If your dog is experiencing a particularly long episode of reverse sneezing, you may be able to ease or end the episode by:
Gently massaging your dog’s throat
Briefly covering their nostrils, which will cause them to swallow and potentially stop sneezing
Depressing their tongue with your hand to help open airways
Some vets suggest gently blowing in your dog’s face
In the vast majority of cases, there’s no need to intervene. Reverse sneezing doesn’t last long, and your dog will be perfectly normal after it stops.
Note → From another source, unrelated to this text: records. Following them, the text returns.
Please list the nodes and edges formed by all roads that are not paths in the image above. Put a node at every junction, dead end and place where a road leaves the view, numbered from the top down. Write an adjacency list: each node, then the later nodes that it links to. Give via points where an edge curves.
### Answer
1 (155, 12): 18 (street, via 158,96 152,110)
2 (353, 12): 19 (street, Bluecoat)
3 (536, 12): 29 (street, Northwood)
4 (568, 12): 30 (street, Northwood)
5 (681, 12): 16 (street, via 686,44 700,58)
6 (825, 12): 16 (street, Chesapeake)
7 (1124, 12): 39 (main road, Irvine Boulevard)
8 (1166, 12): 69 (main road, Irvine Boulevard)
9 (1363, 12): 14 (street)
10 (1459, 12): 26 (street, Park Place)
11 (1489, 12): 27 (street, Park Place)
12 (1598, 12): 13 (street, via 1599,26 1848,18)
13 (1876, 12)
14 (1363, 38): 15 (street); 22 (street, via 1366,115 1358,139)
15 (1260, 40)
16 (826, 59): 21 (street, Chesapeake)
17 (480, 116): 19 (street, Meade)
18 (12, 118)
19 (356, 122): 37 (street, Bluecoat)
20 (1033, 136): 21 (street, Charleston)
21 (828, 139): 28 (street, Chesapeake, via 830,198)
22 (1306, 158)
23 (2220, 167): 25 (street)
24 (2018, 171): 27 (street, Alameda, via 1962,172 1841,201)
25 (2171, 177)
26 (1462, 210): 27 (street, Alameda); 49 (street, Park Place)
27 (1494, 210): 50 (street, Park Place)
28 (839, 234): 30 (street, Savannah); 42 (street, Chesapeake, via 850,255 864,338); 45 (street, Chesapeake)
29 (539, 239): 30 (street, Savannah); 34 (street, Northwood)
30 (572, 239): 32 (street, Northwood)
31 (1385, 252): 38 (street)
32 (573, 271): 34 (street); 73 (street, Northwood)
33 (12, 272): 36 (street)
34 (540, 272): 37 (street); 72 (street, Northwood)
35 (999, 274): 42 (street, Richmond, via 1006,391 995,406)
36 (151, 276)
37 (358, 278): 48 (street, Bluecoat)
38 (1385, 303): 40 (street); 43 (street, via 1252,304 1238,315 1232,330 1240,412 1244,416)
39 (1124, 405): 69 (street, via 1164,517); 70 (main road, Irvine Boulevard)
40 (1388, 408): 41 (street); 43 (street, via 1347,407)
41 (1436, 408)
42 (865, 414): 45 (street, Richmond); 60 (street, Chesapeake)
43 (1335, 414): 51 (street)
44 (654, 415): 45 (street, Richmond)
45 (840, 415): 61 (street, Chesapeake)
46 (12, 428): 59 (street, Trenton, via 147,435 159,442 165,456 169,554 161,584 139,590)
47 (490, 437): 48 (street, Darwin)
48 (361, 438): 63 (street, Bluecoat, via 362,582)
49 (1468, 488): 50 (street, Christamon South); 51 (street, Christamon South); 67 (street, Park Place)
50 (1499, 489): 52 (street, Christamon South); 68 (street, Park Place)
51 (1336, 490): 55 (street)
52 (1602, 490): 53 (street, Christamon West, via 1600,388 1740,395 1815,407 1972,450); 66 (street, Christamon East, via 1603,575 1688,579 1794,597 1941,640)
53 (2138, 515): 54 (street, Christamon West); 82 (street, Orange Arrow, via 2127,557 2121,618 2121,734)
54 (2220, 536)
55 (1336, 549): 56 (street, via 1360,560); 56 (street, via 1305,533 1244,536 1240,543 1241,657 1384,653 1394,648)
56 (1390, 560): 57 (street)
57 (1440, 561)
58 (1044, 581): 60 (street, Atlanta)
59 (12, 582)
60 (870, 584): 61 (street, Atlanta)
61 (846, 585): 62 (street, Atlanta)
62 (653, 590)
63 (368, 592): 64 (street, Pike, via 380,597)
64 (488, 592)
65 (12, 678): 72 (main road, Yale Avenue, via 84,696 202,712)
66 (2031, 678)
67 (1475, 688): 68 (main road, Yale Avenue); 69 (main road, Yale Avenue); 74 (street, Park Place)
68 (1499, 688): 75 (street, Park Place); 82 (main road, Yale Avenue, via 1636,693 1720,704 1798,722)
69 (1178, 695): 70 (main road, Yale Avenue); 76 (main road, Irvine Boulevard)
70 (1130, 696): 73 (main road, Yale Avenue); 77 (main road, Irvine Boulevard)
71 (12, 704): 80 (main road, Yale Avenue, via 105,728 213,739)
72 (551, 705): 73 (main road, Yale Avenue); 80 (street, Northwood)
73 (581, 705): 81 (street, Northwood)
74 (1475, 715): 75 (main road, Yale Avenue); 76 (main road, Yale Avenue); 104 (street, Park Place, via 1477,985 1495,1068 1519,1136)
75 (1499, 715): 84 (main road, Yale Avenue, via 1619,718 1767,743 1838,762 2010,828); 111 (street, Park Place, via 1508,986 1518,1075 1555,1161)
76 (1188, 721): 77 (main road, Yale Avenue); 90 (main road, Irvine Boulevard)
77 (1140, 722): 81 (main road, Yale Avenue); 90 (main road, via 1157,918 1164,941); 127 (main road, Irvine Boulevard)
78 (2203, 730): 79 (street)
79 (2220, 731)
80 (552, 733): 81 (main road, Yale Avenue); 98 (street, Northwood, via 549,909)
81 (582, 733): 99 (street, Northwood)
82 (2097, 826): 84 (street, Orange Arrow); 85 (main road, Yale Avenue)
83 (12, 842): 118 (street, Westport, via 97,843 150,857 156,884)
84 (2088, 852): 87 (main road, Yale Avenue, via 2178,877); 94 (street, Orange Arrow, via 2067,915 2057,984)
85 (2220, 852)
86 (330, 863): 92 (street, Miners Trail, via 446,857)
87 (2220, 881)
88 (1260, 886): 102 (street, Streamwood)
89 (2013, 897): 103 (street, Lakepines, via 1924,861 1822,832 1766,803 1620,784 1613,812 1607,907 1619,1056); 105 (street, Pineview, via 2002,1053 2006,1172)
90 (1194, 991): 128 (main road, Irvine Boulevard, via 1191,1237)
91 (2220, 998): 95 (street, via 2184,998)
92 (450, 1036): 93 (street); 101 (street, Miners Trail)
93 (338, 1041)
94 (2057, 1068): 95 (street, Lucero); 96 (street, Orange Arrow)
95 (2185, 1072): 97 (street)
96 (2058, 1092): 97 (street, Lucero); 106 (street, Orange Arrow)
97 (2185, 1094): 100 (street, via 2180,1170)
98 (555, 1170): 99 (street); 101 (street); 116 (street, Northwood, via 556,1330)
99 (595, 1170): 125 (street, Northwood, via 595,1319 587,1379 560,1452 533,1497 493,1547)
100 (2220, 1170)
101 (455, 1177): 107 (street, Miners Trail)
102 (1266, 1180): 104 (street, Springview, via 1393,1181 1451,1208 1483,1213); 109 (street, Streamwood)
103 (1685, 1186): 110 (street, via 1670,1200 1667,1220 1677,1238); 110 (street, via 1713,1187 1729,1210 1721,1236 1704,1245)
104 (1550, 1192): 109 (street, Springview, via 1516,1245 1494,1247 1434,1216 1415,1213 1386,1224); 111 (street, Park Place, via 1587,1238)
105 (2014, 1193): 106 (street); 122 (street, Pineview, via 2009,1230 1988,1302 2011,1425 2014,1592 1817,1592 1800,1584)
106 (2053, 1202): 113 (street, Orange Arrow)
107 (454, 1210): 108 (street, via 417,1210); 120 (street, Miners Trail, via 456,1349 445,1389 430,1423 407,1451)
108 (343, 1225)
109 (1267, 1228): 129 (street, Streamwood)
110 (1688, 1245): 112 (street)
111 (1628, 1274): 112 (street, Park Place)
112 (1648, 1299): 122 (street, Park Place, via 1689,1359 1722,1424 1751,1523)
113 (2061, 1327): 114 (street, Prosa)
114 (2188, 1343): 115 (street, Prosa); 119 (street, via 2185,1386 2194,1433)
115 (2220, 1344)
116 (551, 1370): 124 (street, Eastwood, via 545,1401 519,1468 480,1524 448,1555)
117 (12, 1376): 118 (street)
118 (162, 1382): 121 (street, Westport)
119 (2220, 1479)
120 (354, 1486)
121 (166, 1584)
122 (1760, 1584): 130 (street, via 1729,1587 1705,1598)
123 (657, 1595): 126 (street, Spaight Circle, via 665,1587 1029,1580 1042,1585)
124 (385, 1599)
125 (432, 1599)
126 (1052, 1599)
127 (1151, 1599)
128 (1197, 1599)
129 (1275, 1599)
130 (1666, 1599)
When you should go to the vet
As mentioned, reverse sneezing rarely requires veterinary treatment. As soon as the sneezing episode stops, the situation is resolved. However, if episodes increase in frequency or duration, you should call the vet just in case. You should also seek treatment if your dog’s reverse sneezing is accompanied by other respiratory symptoms or if they have any unusual discharge from their nose.Occasionally, chronic reverse sneezing can be a symptom of more serious issues. These include nasal mites, foreign objects in the airway, respiratory infections, and tracheal collapse. If you’re concerned about the intensity of your dog’s reverse sneezing, take a video to show the vet. They’ll be able to determine potential causes.Most dogs experience episodes of reverse sneezing at some point in their lives. For the vast majority of dogs, it’s a common, temporary, harmless reaction with no lasting aftereffects. Of course, it still sounds unsettling to our human ears! But now that you know what reverse sneezing is, you’ll be less likely to make an unnecessary vet visit.